* **Goal of the exercise**: When you copy the entries, match them exactly and omit the pictures.
------------------------------------
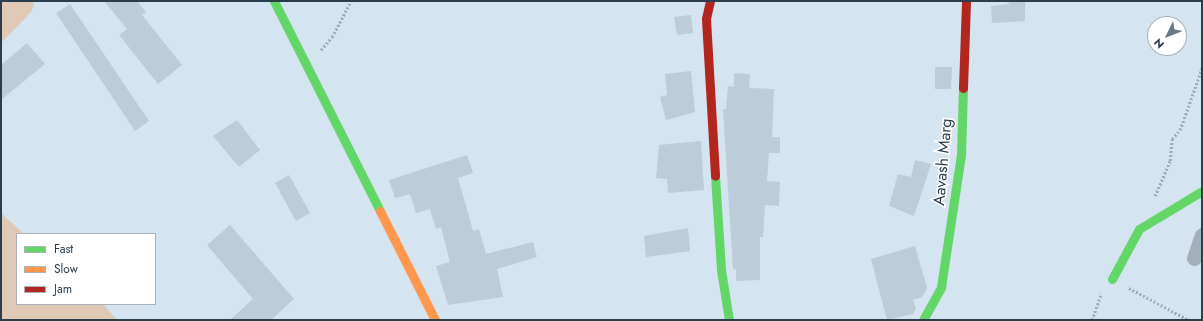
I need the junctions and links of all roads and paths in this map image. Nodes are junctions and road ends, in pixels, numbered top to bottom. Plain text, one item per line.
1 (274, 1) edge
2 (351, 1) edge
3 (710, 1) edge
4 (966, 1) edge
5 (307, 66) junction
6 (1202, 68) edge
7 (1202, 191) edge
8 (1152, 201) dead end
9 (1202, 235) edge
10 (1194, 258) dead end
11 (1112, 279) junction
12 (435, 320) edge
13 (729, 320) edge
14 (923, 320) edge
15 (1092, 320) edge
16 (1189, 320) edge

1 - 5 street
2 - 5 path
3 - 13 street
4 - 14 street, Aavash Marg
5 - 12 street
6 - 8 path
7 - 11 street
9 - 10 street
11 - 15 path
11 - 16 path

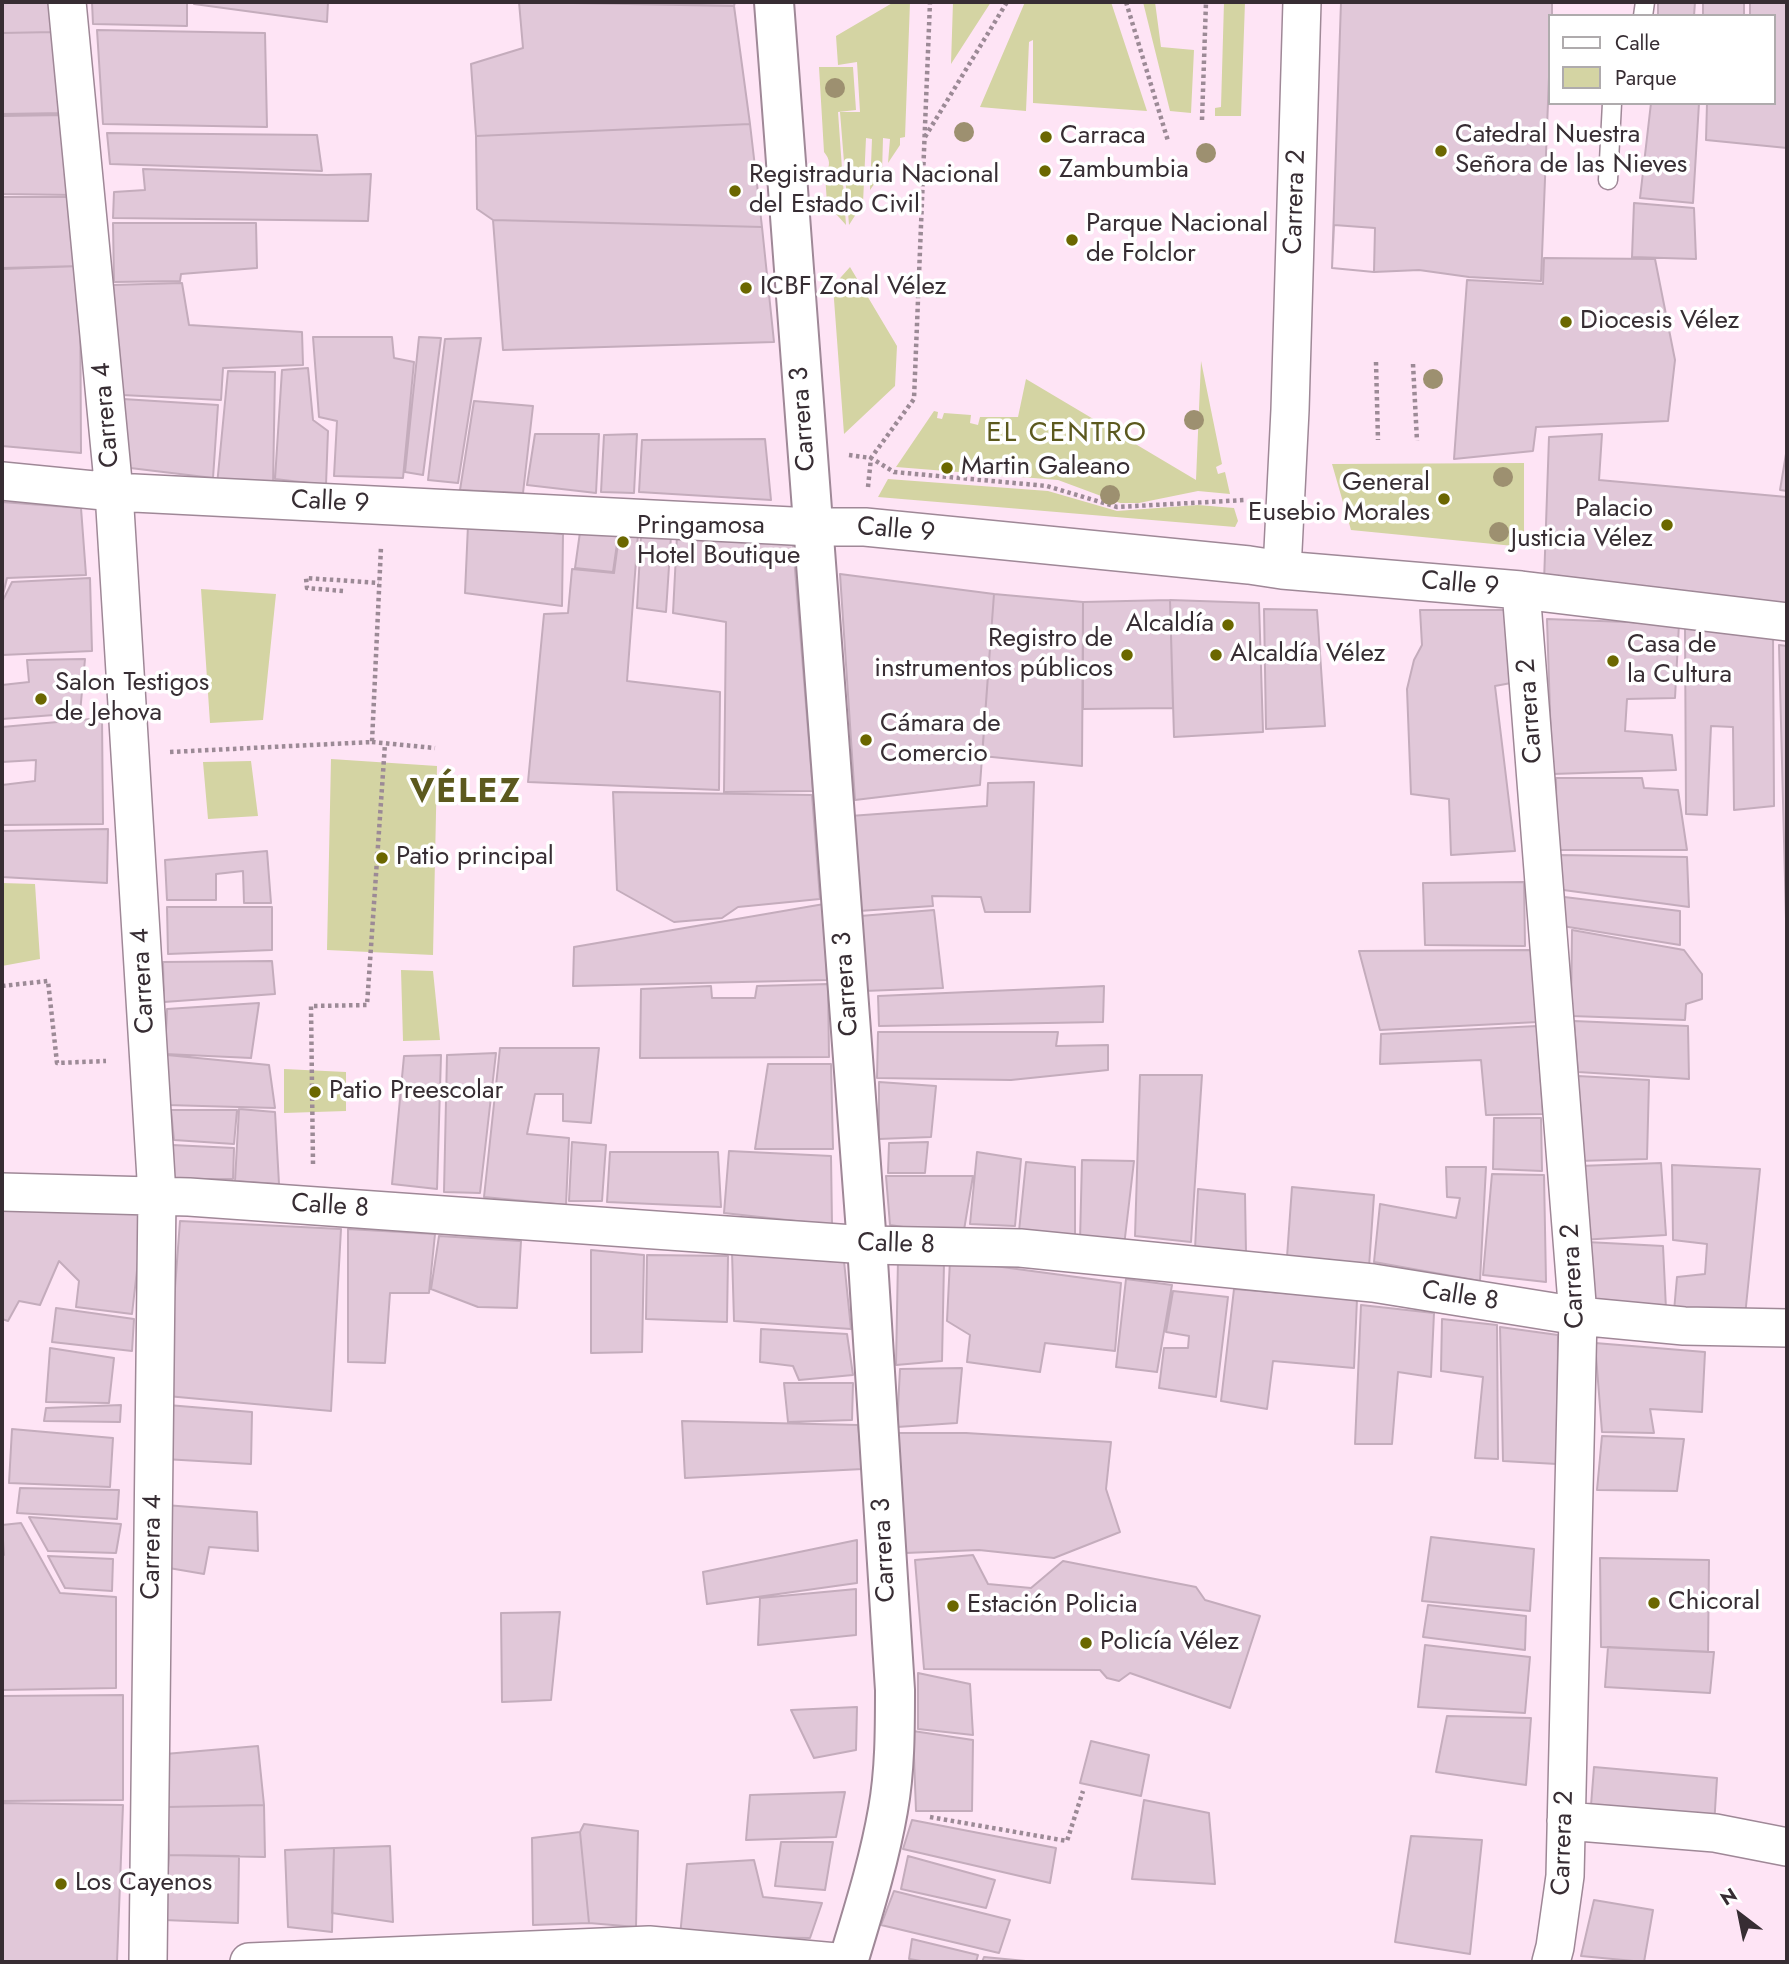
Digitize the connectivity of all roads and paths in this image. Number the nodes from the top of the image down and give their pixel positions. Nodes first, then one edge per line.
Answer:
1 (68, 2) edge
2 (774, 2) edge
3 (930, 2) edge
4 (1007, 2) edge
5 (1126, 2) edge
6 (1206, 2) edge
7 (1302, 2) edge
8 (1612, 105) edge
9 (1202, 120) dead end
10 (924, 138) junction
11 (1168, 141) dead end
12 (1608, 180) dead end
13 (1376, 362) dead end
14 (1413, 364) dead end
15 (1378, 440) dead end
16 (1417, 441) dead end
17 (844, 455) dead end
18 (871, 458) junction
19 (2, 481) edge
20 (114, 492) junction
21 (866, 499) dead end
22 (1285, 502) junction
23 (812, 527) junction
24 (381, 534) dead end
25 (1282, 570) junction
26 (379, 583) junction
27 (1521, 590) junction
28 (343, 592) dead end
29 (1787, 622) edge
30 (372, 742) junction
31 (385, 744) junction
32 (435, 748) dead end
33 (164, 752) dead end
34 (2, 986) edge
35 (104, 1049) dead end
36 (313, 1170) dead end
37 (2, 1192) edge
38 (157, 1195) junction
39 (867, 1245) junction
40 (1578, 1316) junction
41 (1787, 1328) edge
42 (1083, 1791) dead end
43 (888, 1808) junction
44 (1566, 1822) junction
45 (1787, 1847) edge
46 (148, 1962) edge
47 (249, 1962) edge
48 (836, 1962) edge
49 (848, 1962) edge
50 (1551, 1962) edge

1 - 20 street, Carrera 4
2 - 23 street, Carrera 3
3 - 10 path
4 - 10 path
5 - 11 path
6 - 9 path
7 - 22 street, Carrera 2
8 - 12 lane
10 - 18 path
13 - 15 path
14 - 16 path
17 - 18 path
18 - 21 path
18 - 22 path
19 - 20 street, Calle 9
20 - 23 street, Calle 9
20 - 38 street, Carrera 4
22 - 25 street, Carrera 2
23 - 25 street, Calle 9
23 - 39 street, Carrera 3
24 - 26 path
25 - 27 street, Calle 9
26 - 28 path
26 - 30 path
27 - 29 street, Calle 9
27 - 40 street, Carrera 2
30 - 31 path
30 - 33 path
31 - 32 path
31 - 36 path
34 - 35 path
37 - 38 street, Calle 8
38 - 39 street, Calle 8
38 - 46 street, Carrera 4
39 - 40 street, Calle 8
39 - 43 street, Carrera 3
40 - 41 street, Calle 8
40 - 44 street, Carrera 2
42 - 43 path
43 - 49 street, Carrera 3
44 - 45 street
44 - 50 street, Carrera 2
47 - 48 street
------------------------------------
* **Written response**:
I need the junctions and links of all roads and paths in this map image. Nodes are junctions and road ends, in pixels, numbered top to bottom. Plain text, one item per line.
1 (274, 1) edge
2 (351, 1) edge
3 (710, 1) edge
4 (966, 1) edge
5 (307, 66) junction
6 (1202, 68) edge
7 (1202, 191) edge
8 (1152, 201) dead end
9 (1202, 235) edge
10 (1194, 258) dead end
11 (1112, 279) junction
12 (435, 320) edge
13 (729, 320) edge
14 (923, 320) edge
15 (1092, 320) edge
16 (1189, 320) edge

1 - 5 street
2 - 5 path
3 - 13 street
4 - 14 street, Aavash Marg
5 - 12 street
6 - 8 path
7 - 11 street
9 - 10 street
11 - 15 path
11 - 16 path

Digitize the connectivity of all roads and paths in this image. Number the nodes from the top of the image down and give their pixel positions. Nodes first, then one edge per line.
Answer:
1 (68, 2) edge
2 (774, 2) edge
3 (930, 2) edge
4 (1007, 2) edge
5 (1126, 2) edge
6 (1206, 2) edge
7 (1302, 2) edge
8 (1612, 105) edge
9 (1202, 120) dead end
10 (924, 138) junction
11 (1168, 141) dead end
12 (1608, 180) dead end
13 (1376, 362) dead end
14 (1413, 364) dead end
15 (1378, 440) dead end
16 (1417, 441) dead end
17 (844, 455) dead end
18 (871, 458) junction
19 (2, 481) edge
20 (114, 492) junction
21 (866, 499) dead end
22 (1285, 502) junction
23 (812, 527) junction
24 (381, 534) dead end
25 (1282, 570) junction
26 (379, 583) junction
27 (1521, 590) junction
28 (343, 592) dead end
29 (1787, 622) edge
30 (372, 742) junction
31 (385, 744) junction
32 (435, 748) dead end
33 (164, 752) dead end
34 (2, 986) edge
35 (104, 1049) dead end
36 (313, 1170) dead end
37 (2, 1192) edge
38 (157, 1195) junction
39 (867, 1245) junction
40 (1578, 1316) junction
41 (1787, 1328) edge
42 (1083, 1791) dead end
43 (888, 1808) junction
44 (1566, 1822) junction
45 (1787, 1847) edge
46 (148, 1962) edge
47 (249, 1962) edge
48 (836, 1962) edge
49 (848, 1962) edge
50 (1551, 1962) edge

1 - 20 street, Carrera 4
2 - 23 street, Carrera 3
3 - 10 path
4 - 10 path
5 - 11 path
6 - 9 path
7 - 22 street, Carrera 2
8 - 12 lane
10 - 18 path
13 - 15 path
14 - 16 path
17 - 18 path
18 - 21 path
18 - 22 path
19 - 20 street, Calle 9
20 - 23 street, Calle 9
20 - 38 street, Carrera 4
22 - 25 street, Carrera 2
23 - 25 street, Calle 9
23 - 39 street, Carrera 3
24 - 26 path
25 - 27 street, Calle 9
26 - 28 path
26 - 30 path
27 - 29 street, Calle 9
27 - 40 street, Carrera 2
30 - 31 path
30 - 33 path
31 - 32 path
31 - 36 path
34 - 35 path
37 - 38 street, Calle 8
38 - 39 street, Calle 8
38 - 46 street, Carrera 4
39 - 40 street, Calle 8
39 - 43 street, Carrera 3
40 - 41 street, Calle 8
40 - 44 street, Carrera 2
42 - 43 path
43 - 49 street, Carrera 3
44 - 45 street
44 - 50 street, Carrera 2
47 - 48 street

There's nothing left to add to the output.